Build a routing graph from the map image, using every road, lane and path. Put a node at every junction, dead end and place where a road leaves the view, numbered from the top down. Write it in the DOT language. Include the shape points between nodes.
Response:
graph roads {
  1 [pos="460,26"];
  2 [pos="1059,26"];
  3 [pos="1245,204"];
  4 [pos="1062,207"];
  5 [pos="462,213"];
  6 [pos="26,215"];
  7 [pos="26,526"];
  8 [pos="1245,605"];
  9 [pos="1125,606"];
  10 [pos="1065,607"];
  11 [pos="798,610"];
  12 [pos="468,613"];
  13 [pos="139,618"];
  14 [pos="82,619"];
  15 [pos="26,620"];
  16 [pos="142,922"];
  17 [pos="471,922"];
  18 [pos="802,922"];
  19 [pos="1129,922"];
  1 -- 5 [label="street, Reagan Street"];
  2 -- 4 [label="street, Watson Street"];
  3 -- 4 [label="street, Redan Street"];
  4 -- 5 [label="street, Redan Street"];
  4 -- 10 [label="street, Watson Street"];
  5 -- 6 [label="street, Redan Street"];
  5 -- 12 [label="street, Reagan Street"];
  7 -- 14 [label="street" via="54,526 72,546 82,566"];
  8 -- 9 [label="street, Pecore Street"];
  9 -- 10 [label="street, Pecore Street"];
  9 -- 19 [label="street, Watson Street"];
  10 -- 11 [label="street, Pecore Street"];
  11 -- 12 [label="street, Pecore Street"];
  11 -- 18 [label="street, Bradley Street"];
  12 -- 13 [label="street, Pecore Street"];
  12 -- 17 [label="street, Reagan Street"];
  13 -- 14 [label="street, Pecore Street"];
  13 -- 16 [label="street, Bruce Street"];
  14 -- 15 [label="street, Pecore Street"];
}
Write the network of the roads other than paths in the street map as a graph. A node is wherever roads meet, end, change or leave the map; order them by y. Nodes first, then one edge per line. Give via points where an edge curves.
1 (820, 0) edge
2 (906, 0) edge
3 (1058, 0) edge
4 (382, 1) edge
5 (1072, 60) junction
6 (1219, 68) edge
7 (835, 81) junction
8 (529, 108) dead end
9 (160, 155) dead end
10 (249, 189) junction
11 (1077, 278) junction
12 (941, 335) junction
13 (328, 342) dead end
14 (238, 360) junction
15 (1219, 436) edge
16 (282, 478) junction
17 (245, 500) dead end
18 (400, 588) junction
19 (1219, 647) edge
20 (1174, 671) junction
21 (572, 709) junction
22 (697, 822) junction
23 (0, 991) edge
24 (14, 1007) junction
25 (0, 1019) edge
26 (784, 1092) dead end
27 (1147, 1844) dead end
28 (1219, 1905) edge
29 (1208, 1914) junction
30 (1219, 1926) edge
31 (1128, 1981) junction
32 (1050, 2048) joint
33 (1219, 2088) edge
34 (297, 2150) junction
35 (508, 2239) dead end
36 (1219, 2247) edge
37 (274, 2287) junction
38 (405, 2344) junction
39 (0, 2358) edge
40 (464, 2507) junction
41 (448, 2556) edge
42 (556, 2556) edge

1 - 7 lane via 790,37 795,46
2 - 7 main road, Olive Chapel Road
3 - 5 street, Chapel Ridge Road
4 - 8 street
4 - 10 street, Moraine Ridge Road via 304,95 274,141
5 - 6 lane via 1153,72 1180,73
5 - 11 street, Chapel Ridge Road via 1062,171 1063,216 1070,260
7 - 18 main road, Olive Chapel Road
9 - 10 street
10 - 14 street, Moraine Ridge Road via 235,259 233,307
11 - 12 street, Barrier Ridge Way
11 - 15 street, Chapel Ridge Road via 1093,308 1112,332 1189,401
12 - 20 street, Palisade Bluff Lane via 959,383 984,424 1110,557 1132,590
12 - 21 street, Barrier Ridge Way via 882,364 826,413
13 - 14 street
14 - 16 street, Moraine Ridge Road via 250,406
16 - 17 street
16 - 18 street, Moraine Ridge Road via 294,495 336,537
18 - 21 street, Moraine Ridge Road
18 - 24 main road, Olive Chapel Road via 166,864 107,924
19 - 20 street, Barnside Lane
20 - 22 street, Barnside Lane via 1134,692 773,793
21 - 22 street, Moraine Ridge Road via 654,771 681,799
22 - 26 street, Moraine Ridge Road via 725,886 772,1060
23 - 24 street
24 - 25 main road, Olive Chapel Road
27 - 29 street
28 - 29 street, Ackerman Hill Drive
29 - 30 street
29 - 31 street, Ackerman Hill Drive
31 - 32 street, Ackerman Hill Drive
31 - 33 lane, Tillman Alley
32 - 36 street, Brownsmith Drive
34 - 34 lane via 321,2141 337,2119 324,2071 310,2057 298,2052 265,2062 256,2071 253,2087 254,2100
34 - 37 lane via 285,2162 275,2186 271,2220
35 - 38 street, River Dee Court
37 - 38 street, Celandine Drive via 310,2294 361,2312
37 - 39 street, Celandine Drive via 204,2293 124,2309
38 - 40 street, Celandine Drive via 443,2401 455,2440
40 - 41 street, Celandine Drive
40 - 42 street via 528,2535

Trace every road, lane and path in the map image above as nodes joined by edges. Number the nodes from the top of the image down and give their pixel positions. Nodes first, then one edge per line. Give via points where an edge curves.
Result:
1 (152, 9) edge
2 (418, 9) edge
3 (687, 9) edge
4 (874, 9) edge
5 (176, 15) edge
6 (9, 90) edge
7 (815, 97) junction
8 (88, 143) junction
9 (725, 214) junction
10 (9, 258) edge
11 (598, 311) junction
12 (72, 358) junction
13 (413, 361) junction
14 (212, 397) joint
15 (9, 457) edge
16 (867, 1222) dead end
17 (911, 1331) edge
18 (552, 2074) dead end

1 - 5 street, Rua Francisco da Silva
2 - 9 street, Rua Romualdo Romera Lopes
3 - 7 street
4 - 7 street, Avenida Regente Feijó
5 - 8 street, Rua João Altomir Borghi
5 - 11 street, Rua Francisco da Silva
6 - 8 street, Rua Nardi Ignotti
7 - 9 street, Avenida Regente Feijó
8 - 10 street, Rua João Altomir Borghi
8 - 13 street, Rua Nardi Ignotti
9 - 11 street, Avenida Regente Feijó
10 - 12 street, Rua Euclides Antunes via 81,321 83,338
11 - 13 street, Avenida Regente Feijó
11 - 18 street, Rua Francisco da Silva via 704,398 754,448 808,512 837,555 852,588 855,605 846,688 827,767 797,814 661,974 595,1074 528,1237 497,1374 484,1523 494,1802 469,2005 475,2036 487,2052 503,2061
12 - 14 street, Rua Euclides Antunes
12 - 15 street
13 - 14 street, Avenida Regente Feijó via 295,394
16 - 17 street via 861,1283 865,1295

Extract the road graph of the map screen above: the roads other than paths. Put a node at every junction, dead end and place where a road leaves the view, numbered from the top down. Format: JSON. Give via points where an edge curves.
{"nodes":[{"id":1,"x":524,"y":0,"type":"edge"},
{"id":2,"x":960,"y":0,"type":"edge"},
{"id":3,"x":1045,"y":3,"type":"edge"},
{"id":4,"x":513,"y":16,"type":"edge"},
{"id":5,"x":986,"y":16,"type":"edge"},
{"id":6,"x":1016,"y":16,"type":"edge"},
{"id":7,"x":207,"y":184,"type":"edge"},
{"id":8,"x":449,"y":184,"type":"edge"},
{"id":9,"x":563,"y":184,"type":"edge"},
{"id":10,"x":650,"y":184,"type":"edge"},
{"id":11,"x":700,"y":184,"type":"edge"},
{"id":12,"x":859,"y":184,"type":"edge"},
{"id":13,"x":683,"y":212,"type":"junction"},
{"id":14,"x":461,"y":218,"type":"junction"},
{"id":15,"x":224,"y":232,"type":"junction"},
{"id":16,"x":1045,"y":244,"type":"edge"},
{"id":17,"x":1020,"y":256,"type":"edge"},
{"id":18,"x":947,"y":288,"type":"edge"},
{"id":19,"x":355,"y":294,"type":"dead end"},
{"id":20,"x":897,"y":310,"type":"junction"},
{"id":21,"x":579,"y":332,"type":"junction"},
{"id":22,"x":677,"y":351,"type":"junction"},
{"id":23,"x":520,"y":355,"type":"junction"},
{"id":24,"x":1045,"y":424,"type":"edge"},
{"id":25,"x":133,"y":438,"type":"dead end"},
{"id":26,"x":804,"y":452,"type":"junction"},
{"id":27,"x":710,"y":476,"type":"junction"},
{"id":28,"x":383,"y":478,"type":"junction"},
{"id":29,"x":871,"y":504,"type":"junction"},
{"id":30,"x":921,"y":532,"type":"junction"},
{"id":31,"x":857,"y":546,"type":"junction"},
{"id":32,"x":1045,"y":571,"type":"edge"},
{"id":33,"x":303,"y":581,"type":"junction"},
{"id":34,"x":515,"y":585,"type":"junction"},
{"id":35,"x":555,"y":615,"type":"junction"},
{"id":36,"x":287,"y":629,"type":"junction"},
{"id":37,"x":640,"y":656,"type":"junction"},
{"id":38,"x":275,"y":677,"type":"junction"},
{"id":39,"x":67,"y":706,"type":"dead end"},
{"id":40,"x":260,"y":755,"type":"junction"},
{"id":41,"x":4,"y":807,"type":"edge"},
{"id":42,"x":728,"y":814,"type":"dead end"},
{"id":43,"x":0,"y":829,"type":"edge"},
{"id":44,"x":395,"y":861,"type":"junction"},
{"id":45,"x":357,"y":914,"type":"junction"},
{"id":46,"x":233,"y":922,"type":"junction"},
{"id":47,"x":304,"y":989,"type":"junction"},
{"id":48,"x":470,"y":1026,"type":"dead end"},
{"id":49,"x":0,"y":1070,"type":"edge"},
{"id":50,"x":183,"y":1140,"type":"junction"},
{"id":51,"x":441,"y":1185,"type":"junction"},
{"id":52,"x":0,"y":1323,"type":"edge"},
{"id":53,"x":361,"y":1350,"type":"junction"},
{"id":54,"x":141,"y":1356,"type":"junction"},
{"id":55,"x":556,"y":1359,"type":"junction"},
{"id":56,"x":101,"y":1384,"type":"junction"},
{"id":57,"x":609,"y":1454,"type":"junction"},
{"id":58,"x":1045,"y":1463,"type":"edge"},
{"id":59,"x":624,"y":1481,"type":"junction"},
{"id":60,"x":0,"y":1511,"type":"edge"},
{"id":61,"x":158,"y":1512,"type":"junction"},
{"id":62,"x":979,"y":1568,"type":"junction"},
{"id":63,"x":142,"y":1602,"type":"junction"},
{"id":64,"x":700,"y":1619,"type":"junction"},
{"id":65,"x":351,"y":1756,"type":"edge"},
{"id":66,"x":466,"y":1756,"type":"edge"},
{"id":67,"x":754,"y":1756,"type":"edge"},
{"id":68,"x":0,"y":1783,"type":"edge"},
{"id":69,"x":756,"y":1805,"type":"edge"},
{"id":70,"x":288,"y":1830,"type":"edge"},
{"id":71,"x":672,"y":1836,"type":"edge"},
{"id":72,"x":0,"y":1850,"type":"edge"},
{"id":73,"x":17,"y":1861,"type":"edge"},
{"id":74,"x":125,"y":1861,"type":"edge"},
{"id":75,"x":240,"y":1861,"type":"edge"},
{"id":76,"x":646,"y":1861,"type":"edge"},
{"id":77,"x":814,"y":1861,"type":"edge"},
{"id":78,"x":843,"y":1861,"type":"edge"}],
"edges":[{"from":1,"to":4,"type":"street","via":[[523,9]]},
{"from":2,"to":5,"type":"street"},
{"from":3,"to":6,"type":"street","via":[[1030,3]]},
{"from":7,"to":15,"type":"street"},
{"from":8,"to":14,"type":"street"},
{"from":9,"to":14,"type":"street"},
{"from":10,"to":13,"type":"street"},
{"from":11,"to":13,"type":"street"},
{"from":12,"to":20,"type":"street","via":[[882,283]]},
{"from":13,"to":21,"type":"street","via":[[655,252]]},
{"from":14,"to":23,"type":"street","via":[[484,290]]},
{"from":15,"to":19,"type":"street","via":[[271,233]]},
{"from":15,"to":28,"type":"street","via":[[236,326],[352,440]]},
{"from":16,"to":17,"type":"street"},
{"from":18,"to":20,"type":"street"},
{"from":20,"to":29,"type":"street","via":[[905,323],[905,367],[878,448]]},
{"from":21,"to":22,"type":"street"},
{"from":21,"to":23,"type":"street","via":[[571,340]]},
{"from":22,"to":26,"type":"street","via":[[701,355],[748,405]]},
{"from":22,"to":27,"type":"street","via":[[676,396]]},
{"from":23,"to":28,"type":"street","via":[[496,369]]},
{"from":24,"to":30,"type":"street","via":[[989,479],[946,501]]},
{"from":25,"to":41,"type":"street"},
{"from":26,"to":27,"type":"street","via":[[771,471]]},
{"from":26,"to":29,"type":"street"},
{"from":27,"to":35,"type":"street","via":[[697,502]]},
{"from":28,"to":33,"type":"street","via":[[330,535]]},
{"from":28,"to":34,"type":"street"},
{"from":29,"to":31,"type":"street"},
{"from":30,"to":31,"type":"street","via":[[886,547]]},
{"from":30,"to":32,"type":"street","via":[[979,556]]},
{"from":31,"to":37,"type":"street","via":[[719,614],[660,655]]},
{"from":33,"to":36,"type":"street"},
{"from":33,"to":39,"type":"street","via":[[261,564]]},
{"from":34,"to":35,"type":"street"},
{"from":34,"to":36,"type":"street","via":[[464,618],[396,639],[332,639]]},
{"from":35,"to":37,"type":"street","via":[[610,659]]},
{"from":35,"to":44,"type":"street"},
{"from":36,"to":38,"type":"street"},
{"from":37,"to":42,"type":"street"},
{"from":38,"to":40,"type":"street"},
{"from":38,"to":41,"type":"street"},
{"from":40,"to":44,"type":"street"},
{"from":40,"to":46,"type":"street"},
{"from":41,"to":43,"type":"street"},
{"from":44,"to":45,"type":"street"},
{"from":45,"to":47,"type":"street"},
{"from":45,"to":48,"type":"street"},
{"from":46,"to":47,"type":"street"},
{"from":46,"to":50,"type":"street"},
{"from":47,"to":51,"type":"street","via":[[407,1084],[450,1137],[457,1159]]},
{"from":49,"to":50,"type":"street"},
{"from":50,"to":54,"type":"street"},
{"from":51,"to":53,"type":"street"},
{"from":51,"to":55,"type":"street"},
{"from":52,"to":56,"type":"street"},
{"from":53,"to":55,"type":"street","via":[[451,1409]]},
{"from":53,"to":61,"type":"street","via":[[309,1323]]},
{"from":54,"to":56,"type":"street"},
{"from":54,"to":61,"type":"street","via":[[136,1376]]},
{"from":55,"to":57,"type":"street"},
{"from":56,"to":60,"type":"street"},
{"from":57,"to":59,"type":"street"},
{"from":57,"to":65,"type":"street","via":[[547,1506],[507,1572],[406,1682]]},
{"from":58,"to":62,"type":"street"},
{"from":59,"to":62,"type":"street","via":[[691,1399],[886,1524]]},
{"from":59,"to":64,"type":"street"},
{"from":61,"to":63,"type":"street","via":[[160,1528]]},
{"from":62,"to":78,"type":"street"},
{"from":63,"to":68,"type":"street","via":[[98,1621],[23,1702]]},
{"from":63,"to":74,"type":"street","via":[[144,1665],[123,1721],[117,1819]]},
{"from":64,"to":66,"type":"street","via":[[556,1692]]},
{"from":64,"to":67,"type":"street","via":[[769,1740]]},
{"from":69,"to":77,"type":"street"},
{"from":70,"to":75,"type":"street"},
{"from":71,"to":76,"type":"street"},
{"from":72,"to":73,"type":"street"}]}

- **WHAT THIS TASK INVOLVES**:
Select all lines in the listing above where the word "first" appears, and show them.

- **ANSWER SPACE**:
Write the network of the roads other than paths in the street map as a graph. A node is wherever roads meet, end, change or leave the map; order them by y. Nodes first, then one edge per line. Give via points where an edge curves.
Trace every road, lane and path in the map image above as nodes joined by edges. Number the nodes from the top of the image down and give their pixel positions. Nodes first, then one edge per line. Give via points where an edge curves.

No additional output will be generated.